START DATASET RECORDS

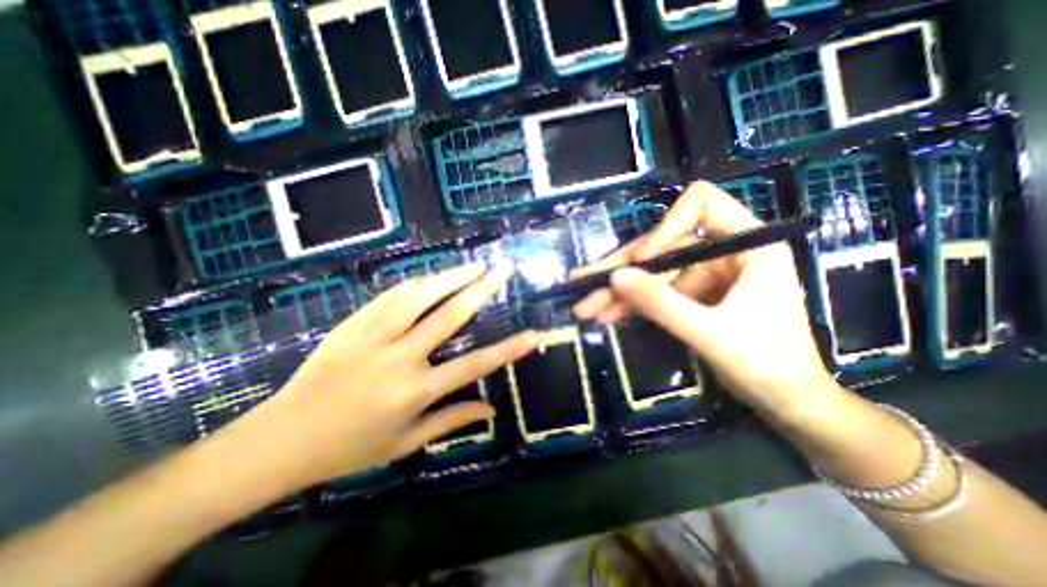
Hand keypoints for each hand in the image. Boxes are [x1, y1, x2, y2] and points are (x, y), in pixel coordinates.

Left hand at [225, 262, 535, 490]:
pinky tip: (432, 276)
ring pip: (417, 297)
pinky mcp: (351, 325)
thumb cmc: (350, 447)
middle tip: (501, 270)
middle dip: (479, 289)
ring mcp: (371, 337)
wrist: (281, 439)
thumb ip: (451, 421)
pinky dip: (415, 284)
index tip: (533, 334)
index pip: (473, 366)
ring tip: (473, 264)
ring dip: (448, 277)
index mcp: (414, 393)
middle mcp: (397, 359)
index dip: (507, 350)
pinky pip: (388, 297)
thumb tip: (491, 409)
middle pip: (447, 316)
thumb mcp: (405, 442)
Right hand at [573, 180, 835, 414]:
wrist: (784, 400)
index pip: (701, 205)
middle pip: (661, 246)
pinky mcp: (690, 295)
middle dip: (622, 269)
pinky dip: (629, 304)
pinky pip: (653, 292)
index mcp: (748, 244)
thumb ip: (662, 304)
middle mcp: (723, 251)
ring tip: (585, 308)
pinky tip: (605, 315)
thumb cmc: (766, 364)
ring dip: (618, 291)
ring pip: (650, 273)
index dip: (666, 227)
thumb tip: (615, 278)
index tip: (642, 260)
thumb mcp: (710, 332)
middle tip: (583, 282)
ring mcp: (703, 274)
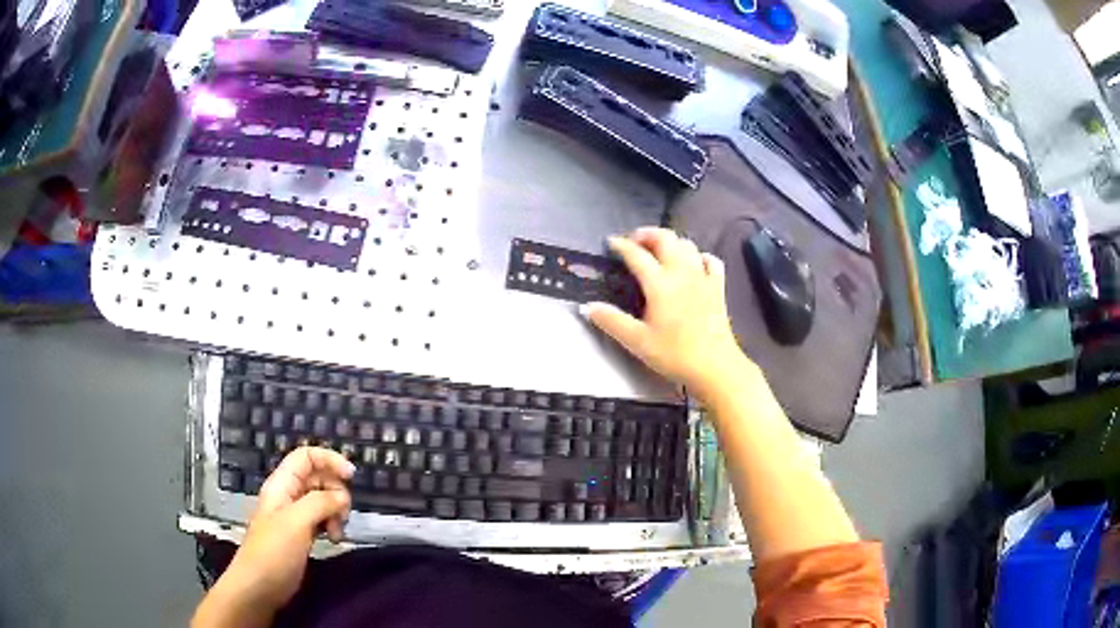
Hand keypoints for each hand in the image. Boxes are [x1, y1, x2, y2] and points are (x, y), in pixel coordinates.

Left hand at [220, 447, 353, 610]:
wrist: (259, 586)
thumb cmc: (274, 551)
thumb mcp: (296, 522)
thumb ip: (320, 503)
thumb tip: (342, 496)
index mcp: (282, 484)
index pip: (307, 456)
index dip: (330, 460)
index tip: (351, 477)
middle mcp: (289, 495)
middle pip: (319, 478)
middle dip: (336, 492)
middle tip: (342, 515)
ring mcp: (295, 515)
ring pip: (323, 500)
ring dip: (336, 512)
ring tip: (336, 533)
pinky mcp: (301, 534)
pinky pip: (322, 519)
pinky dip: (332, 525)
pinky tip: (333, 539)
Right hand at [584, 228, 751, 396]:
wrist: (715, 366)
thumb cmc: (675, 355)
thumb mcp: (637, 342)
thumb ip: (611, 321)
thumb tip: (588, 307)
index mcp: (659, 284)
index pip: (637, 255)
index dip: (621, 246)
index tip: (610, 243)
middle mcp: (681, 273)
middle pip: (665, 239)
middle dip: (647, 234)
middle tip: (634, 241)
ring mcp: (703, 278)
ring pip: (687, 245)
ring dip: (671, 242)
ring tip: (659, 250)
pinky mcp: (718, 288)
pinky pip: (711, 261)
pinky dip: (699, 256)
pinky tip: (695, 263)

END DATASET RECORDS

WHAT TO WORK ON
All lines above from the line with "ring pip: (323, 500)" through the line with "ring mcp: (703, 278)", both included, are to be set down exactly, with nothing else.

ANSWER TO THE PROBLEM
ring pip: (323, 500)
ring dip: (336, 512)
ring tip: (336, 533)
pinky mcp: (301, 534)
pinky pip: (322, 519)
pinky dip: (332, 525)
pinky tip: (333, 539)
Right hand at [584, 228, 751, 396]:
wrist: (715, 366)
thumb cmc: (675, 355)
thumb mcp: (637, 342)
thumb ip: (611, 321)
thumb tip: (588, 307)
index mcp: (659, 284)
index pip: (637, 255)
index dip: (621, 246)
index tip: (610, 243)
middle mcp: (681, 273)
middle pip: (665, 239)
middle dip: (647, 234)
middle tip: (634, 241)
ring mcp: (703, 278)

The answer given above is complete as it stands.